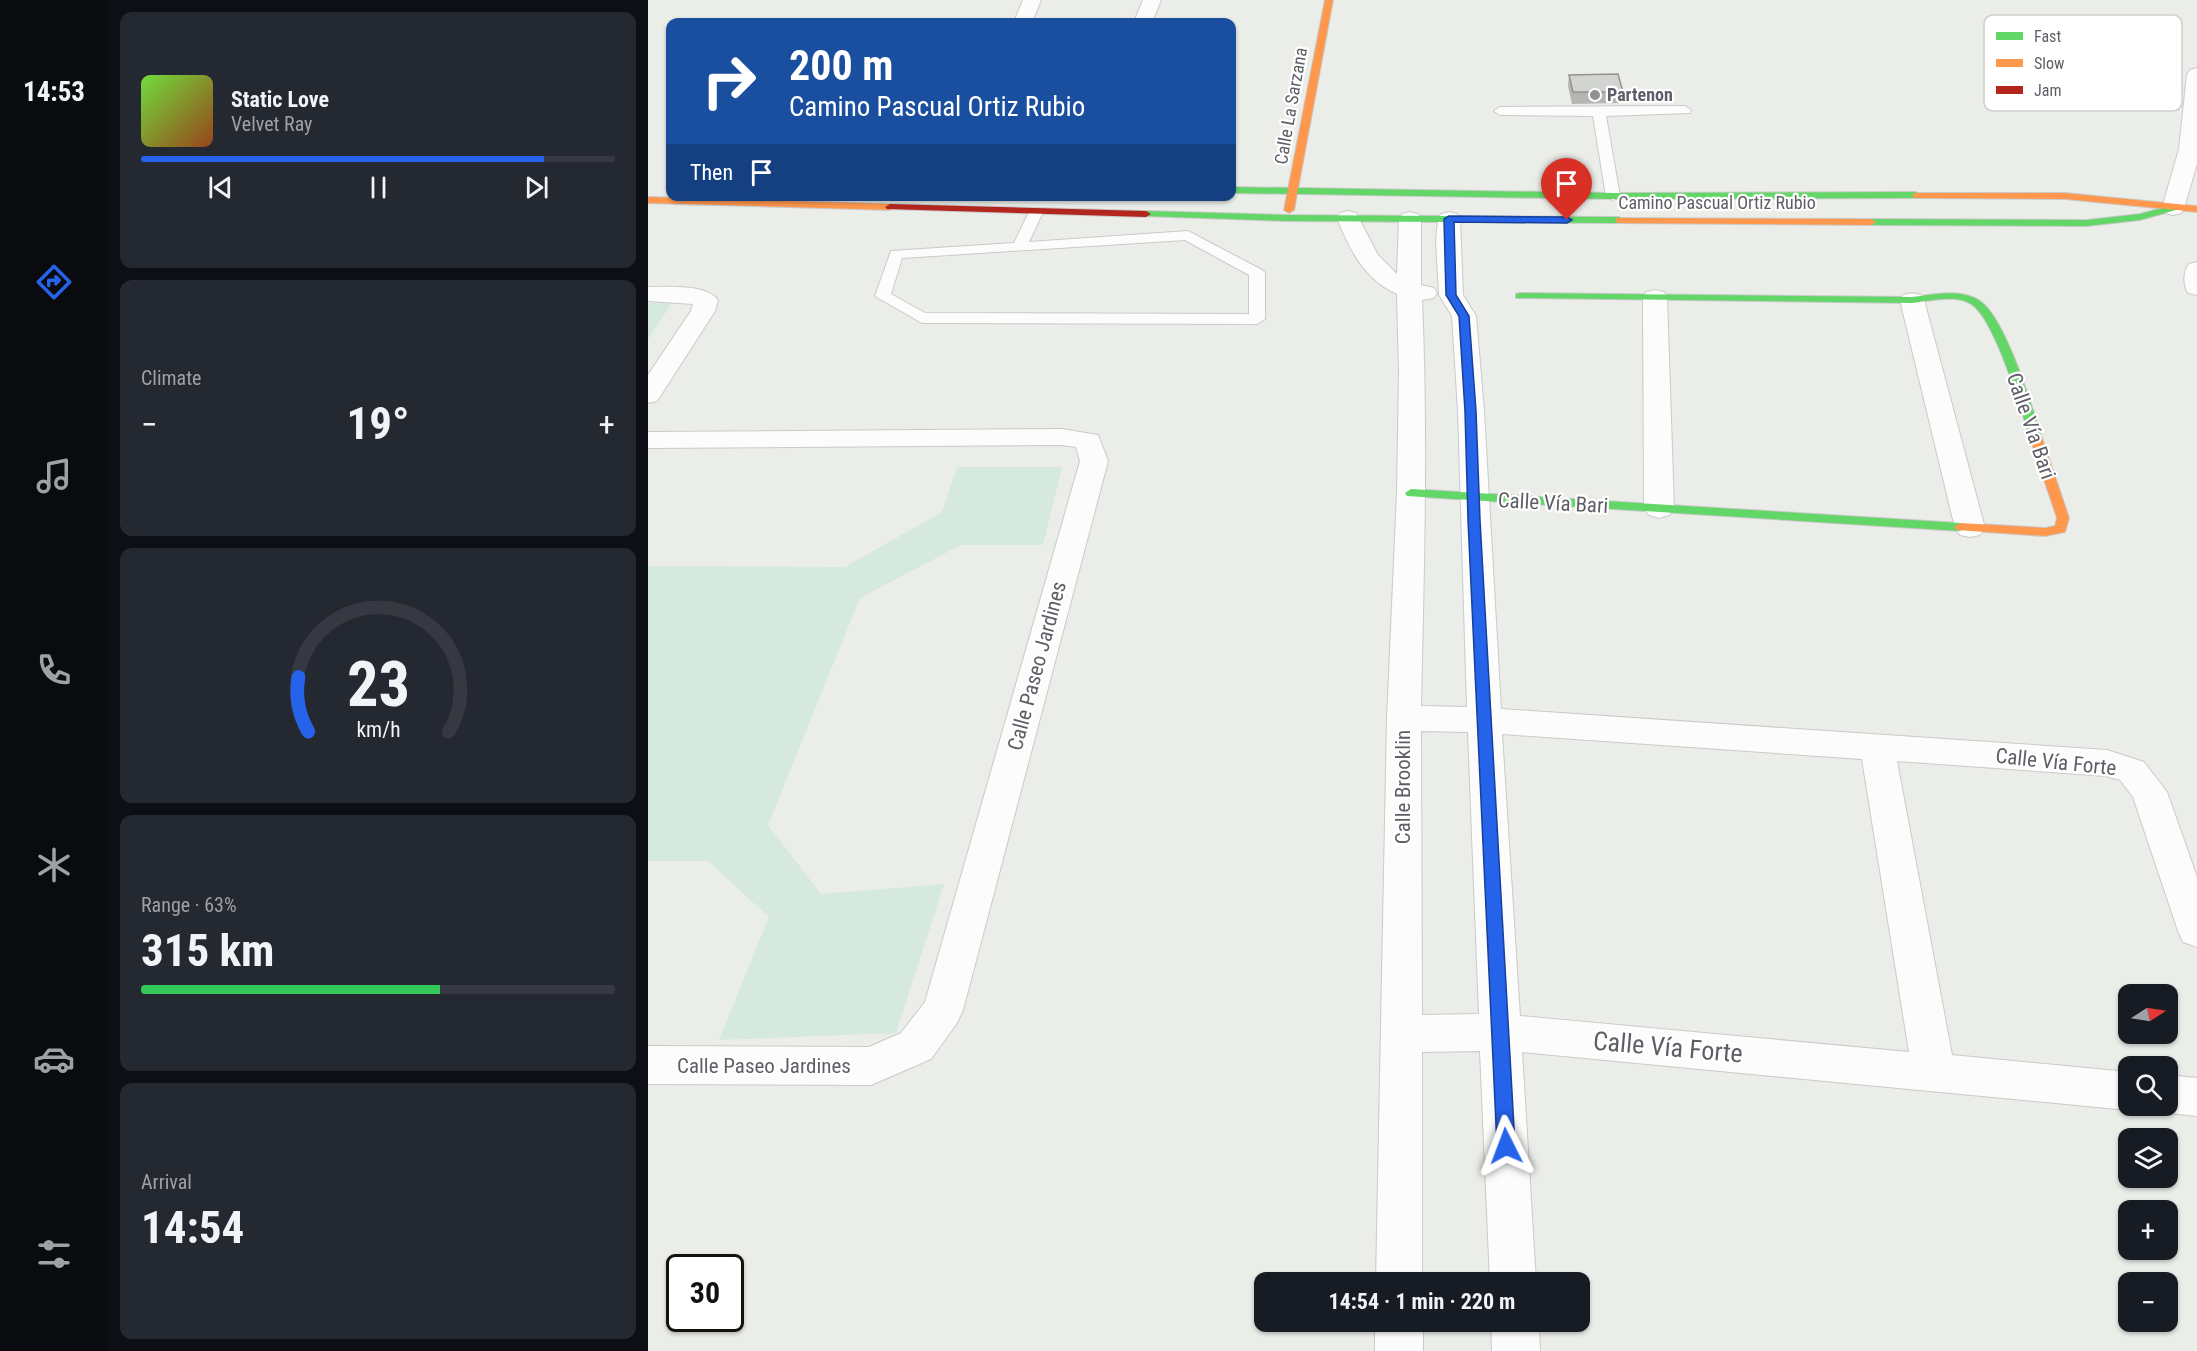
<!DOCTYPE html>
<meta charset="utf-8">
<style>
body{margin:0;font-family:"Roboto Condensed",sans-serif;background:#242831;color:#f1f3f6;height:100vh;display:flex;flex-direction:column;font-size:22px;white-space:nowrap}
*{box-sizing:border-box;margin:0}
p{font-size:20px;color:#9ea1a6}
.icon{flex:none;width:33px;height:33px;fill:none;stroke:currentColor;stroke-width:2;stroke-linecap:round;stroke-linejoin:round}
.map{position:relative;flex:1;overflow:hidden}
.side{display:flex;flex-direction:column;gap:12px;padding:12px;background:#0d0f14;width:540px}
.side>*{flex:none}
.guide{position:absolute;left:18px;top:18px;width:570px;height:183px;border-radius:12px;box-shadow:0 2px 4px #0004;background:#1a4fa0;color:#fff;overflow:hidden}
.needle{width:39px;rotate:78deg}
.controls{position:absolute;left:1470px;top:984px;display:grid;gap:12px}
.controls a{display:grid;place-items:center;width:60px;height:60px;border-radius:12px;background:#171b24;box-shadow:0 2px 4px #0004;font-size:30px}
.speed{position:absolute;left:18px;top:1254px;display:flex;gap:12px;font-size:30px;font-weight:700;text-align:center}
.speed>*{display:grid;place-content:center;width:78px;height:78px;border-radius:50%;background:#171b24;box-shadow:0 2px 4px #0004;line-height:1}
.speed .limit{border:3px solid #111;border-radius:9px;background:#fff;color:#111}
.pin{position:absolute;display:grid;place-items:center;width:51px;height:51px;color:#fff;margin:-62px -26px;border-radius:50% 50% 50% 0;rotate:-45deg;box-shadow:0 0 6px #0007}
.pin .icon{rotate:45deg}
.me{position:absolute;width:66px;margin:-33px;rotate:357deg;stroke-linejoin:round;filter:drop-shadow(0 0 4px #0008)}
.turn{display:flex;align-items:center;gap:21px;height:126px;padding:0 24px;font-size:27px}
.turn .icon{width:78px;height:78px;stroke-width:2.5}
.turn b{display:block;font-size:42px;line-height:51px}
.then{display:flex;align-items:center;height:57px;padding:0 24px;background:#0003;gap:12px;font-size:22px}
.big{font-size:45px;font-weight:700;line-height:1.1}
.side .card{flex:1;display:flex;flex-direction:column;justify-content:center;gap:9px;min-width:0;padding:0 21px;border-radius:12px;background:#242831}
.side .dial{align-items:center;gap:0}
.dial svg{height:156px;overflow:visible;fill:none;stroke:#363941;stroke-width:7;stroke-linecap:round;text-anchor:middle}
.dial text{fill:#f1f3f6;stroke:none}
.song{display:flex;align-items:center;gap:18px}
.cover{width:72px;height:72px;border-radius:9px;background:linear-gradient(135deg,hsl(100 70% 55%),hsl(20 70% 35%))}
.played{height:6px;border-radius:3px;background:linear-gradient(90deg,#2563eb 85%,#363941 85%)}
.keys{display:flex;justify-content:space-around;direction:ltr}
.heat{display:flex;justify-content:space-between;align-items:center;font-size:33px;direction:ltr}
.charge{height:9px;border-radius:4px;background:linear-gradient(90deg,#34c759 63%,#363941 0)}
.trip{position:absolute;left:606px;top:1272px;width:336px;height:60px;border-radius:12px;background:#171b24;box-shadow:0 2px 4px #0004;font-weight:700;line-height:60px;text-align:center}
main{display:flex;flex:1;min-height:0}
.menu{display:flex;flex-direction:column;width:108px;justify-content:space-around;align-items:center;background:#090b0e;color:#9ea1a6}
.menu .icon{width:42px;height:42px}
.menu .active{color:#2563eb}
.menu b{font-size:27px;color:#f1f3f6}
.map>svg:first-child{display:block}
.green{fill:#d6e9de}
.lines{fill:none;stroke-linecap:round;stroke-linejoin:round}
.lane-casing{stroke:#cacaca;stroke-width:2}
.street-casing{stroke:#cacaca;stroke-width:2}
.fast-casing{stroke:#c9cac9;stroke-width:2}
.slow-casing{stroke:#c9cac9;stroke-width:2}
.jam-casing{stroke:#c9cac9;stroke-width:2}
.lane{fill:#fcfcfc;fill-rule:evenodd}
.street{fill:#fcfcfc;fill-rule:evenodd}
.fast{fill:#63d668;fill-rule:evenodd}
.slow{fill:#ff974d;fill-rule:evenodd}
.jam{fill:#b3261e;fill-rule:evenodd}
.wall{fill:#b5b6b4}
.building{fill:#d2d4d1;stroke:#939492;stroke-width:1.5}
.route{fill:#2563eb;stroke:#184099;stroke-width:1.5}
.poi-dot{fill:#8f9094;stroke:#fff;stroke-width:2}
.labels{text-anchor:middle;stroke-width:4.5;stroke-linejoin:round;paint-order:stroke}
.far-poi-label{font-size:18px;font-weight:bold;fill:#5e5e66;stroke:#fff;text-anchor:start}
.far-street-label{font-size:18px;fill:#5e5e66;stroke:#fff}
.street-label{font-size:21px;fill:#5e5e66;stroke:#fff}
.near-street-label{font-size:26px;fill:#5e5e66;stroke:#fff}
.key{fill:#fff;stroke:#cfcfd1;stroke-width:1.5}
.key-label{font-size:16px;fill:#5e5e66}
</style>
<main>
<nav class="menu">
<b>14:53</b>
<svg class="icon active" aria-label="directions" viewBox="0 0 24 24"><path d="M12 3l9 9-9 9-9-9zM9 14v-3h6M13 9l2 2-2 2"/></svg>
<svg class="icon" aria-label="music" viewBox="0 0 24 24"><path d="M9 18V5l10-2v13"/><circle cx="6" cy="18" r="3"/><circle cx="16" cy="16" r="3"/></svg>
<svg class="icon" aria-label="phone" viewBox="0 0 24 24"><path d="M5 4h4l2 5-3 2q2 4 5 5l2-3 5 2v4C11 20 4 13 5 4z"/></svg>
<svg class="icon" aria-label="climate" viewBox="0 0 24 24"><path d="M12 3v18M4 7l16 10M4 17L20 7"/></svg>
<svg class="icon" aria-label="car" viewBox="0 0 24 24"><path d="M5 17H2v-5l4-1 3-4h7l3 4 3 1v5h-3M9 17h6M6 11h13"/><circle cx="7" cy="17" r="2"/><circle cx="17" cy="17" r="2"/></svg>
<svg class="icon" aria-label="filters" viewBox="0 0 24 24"><path d="M4 7h16M4 17h16"/><circle cx="9" cy="7" r="2"/><circle cx="15" cy="17" r="2"/></svg>
</nav>
<section class="side">
<div class="card">
<div class="song"><i class="cover"></i><div><b>Static Love</b><p>Velvet Ray</p></div></div>
<div class="played"></div>
<div class="keys"><svg class="icon" aria-label="previous" viewBox="0 0 24 24"><path d="M18 5L8 12l10 7zM5 5v14"/></svg><svg class="icon" aria-label="pause" viewBox="0 0 24 24"><path d="M8 5v14M16 5v14"/></svg><svg class="icon" aria-label="next" viewBox="0 0 24 24"><path d="M6 5l10 7-10 7zM19 5v14"/></svg></div>
</div>
<div class="card"><p>Climate</p>
<div class="heat"><a>−</a><b class="big">19°</b><a>+</a></div>
</div>
<div class="card dial"><svg viewBox="0 0 100 80">
<path d="M14 69A42 42 0 1 1 86 69"/>
<path d="M14 69A42 42 0 0 1 9 41" stroke="#2563eb"/>
<text x="50" y="56" font-size="32" font-weight="700">23</text>
<text x="50" y="72" font-size="11">km/h</text>
</svg></div>
<div class="card"><p>Range · 63%</p><b class="big">315 km</b><div class="charge"></div></div>
<div class="card"><p>Arrival</p><b class="big">14:54</b></div>
</section>
<div class="map">
<svg width="1549" height="1351" viewBox="0 0 1549 1351">
<rect width="100%" height="100%" fill="#ebede8"/>
<path class="green" d="M0 303H24L0 339Z
M309 467H414L395 545H313L212 598 120 825 173 894 296 884 248 1033 71 1040 121 917 60 861H0V566L197 567 294 512Z"/>
<g class="lines">
<g class="lane-casing">
<path id="lane" d="M1037 106 1043 110 1042 113 958 116 972 196 965 200 958 196 945 116 852 115 846 111 852 107Z
M388 208 395 212 381 242 540 231 614 270 617 273V319L609 324 274 323 227 296 243 251 366 243 381 212ZM537 240 601 275V314L277 313 243 294 254 258Z"/>
</g>
<g class="street-casing">
<path id="street" d="M375 0H393L384 22H366Z
M495 0H513L504 22H486Z
M1549 68V164L1536 208 1533 213 1525 215 1517 213 1514 208 1531 149 1539 74 1542 70Z
M700 211 708 213 730 255 749 274 751 219 754 214 762 212 770 214 773 219V285L786 288 789 293 786 298 774 300C780 435 776 571 773 706L819 707 810 411 804 316 791 295 788 241 790 219 793 214 801 212 809 214 812 219 815 295 828 316 836 411 853 709 1459 750 1496 762 1519 792 1549 877V947L1535 942 1530 931 1485 797 1472 780 1458 776 1249 761 1304 1055 1480 1072V1106H1493L1480 1110 874 1052 888 1282H842L832 1051 774 1052V1282H728L739 718 749 493 751 372 749 294C717 280 701 249 689 218L692 213ZM773 731 820 732 831 1014 774 1015ZM854 734 1214 759 1261 1052 872 1016Z
M1549 262V295L1540 293C1535 285 1535 272 1541 264Z
M0 287C18 287 59 284 70 300L67 311 13 395 9 401 0 403V375L43 311 45 304 0 301Z
M1007 290 1016 292 1019 297 1026 509 1021 515 1011 518 1001 515 996 509 995 297 998 292Z
M1264 293 1273 295 1276 300 1337 528 1332 535 1322 537 1312 535 1307 528 1252 300 1255 295Z
M414 429 450 435 460 461 315 1010 309 1023 283 1059 223 1085 0 1084V1046L221 1047 253 1033 277 1002 432 461 428 447 414 445 0 448V432Z
M1520 1075 1549 1078V1116L1520 1113 1505 1108 1504 1106H1520Z
M727 1322H775V1351H727Z
M843 1322H891L892 1351H844Z"/>
</g>
<g class="fast-casing">
<path id="fast" d="M584 187 965 193 1268 192 1273 195 1268 198 965 199 584 193Z
M1525 205 1530 208 1528 210 1492 220 1439 226 1223 225 1218 222 1223 219 1439 220 1492 214Z
M498 211 639 215 971 217 976 220 971 223 639 221 495 216V212Z
M872 293 1264 297C1284 295 1313 288 1332 301 1358 319 1384 407 1394 438L1388 441 1382 438C1373 409 1347 319 1323 304 1307 294 1282 301 1264 303L868 298V294Z
M763 489 1312 523 1318 527 1312 531 759 496 757 493Z"/>
</g>
<g class="slow-casing">
<path id="slow" d="M677 0H685L646 210 641 213 636 210Z
M1265 193H1417L1549 206V212L1417 199 1268 198 1265 197Z
M0 197 242 204 247 207 242 210 0 203Z
M968 218 1223 219 1228 222 1223 225 971 223 968 222Z
M1388 435 1394 438 1421 518 1417 532 1397 536 1308 530 1306 527 1312 523 1397 528 1407 526 1409 518 1382 438Z"/>
</g>
<g class="jam-casing">
<path id="jam" d="M242 204 498 211 503 214 498 217 239 209 237 207Z"/>
</g>
<use href="#lane" class="lane"/>
<use href="#street" class="street"/>
<use href="#fast" class="fast"/>
<use href="#slow" class="slow"/>
<use href="#jam" class="jam"/>
</g>
<path class="wall" d="M921 75 975 92 974 103 924 104 920 86Z"/>
<path class="building" d="M970 74 975 92H925L921 75Z"/>
<path class="route" d="M801 216 919 217 924 220 919 223 806 222 808 295 821 316 828 411 832 520 867 1146 865 1152 858 1154 852 1152 849 1146 820 520 817 411 811 316 798 295 796 219Z"/>
<circle class="poi-dot" cx="947" cy="95" r="6"/>
<g class="labels">
<g class="far-poi-label">
<text x="959" y="101">Partenon</text>
</g>
<g class="far-street-label">
<text transform="translate(643 106) rotate(-80)" y="6">Calle La Sarzana</text>
<text x="1069" y="209">Camino Pascual Ortiz Rubio</text>
</g>
<g class="street-label">
<text transform="translate(1383 426) rotate(71)" y="7">Calle Vía Bari</text>
<text transform="translate(905 503) rotate(3)" y="7">Calle Vía Bari</text>
<text transform="translate(389 666) rotate(-75)" y="7">Calle Paseo Jardines</text>
<text transform="translate(1408 762) rotate(6)" y="7">Calle Vía Forte</text>
<text transform="translate(755 787) rotate(-90)" y="7">Calle Brooklin</text>
<text x="116" y="1073">Calle Paseo Jardines</text>
</g>
<g class="near-street-label">
<text transform="translate(1020 1047) rotate(5)" y="9">Calle Vía Forte</text>
</g>
</g>
<rect x="1336" y="15" width="198" height="96" rx="9" class="key"/>
<rect x="1348" y="32" width="27" height="8" fill="#63d668"/>
<rect x="1348" y="59" width="27" height="8" fill="#ff974d"/>
<rect x="1348" y="86" width="27" height="8" fill="#b3261e"/>
<g class="key-label">
<text x="1386" y="42">Fast</text>
<text x="1386" y="69">Slow</text>
<text x="1386" y="96">Jam</text>
</g>
</svg>
<div class="controls">
<a><svg class="needle" viewBox="-14 -14 28 28"><path d="M0-13l5 13h-10z" fill="#e53935"/><path d="M0 13l5-13h-10z" fill="#9ea1a6"/></svg></a>
<a><svg class="icon" aria-label="search" viewBox="0 0 24 24"><circle cx="10" cy="10" r="6"/><path d="M15 15l6 6"/></svg></a>
<a><svg class="icon" aria-label="layers" viewBox="0 0 24 24"><path d="M12 4l9 5-9 5-9-5zM3 14l9 5 9-5"/></svg></a>
<a>+</a>
<a>−</a>
</div>
<div class="speed"><div class="limit">30</div></div>
<div class="pin" style="left:919px;top:220px;background:#d93025"><svg class="icon" aria-label="arrive" viewBox="0 0 24 24"><path d="M6 21V4h12l-3 4 3 4H6"/></svg></div>
<svg class="me" style="left:858px;top:1146px" viewBox="-20 -20 40 40"><path d="M0-17L14 15 0 8-14 15z" fill="#2563eb" stroke="#fff" stroke-width="4"/></svg>
<div class="trip">14:54 · 1 min · 220 m</div>
<div class="guide">
<div class="turn"><svg class="icon" aria-label="right" viewBox="0 0 24 24"><path d="M7 20v-9h11M14 6l5 5-5 5"/></svg><div><b>200 m</b>Camino Pascual Ortiz Rubio</div></div>
<div class="then">Then<svg class="icon" aria-label="arrive" viewBox="0 0 24 24"><path d="M6 21V4h12l-3 4 3 4H6"/></svg></div>
</div>
</div>
</main>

=======

→ **Exercise goal**
A line counts if it holds the word "menu". How many lines of the entries count? Give the number only.

→ **Expected answer**
5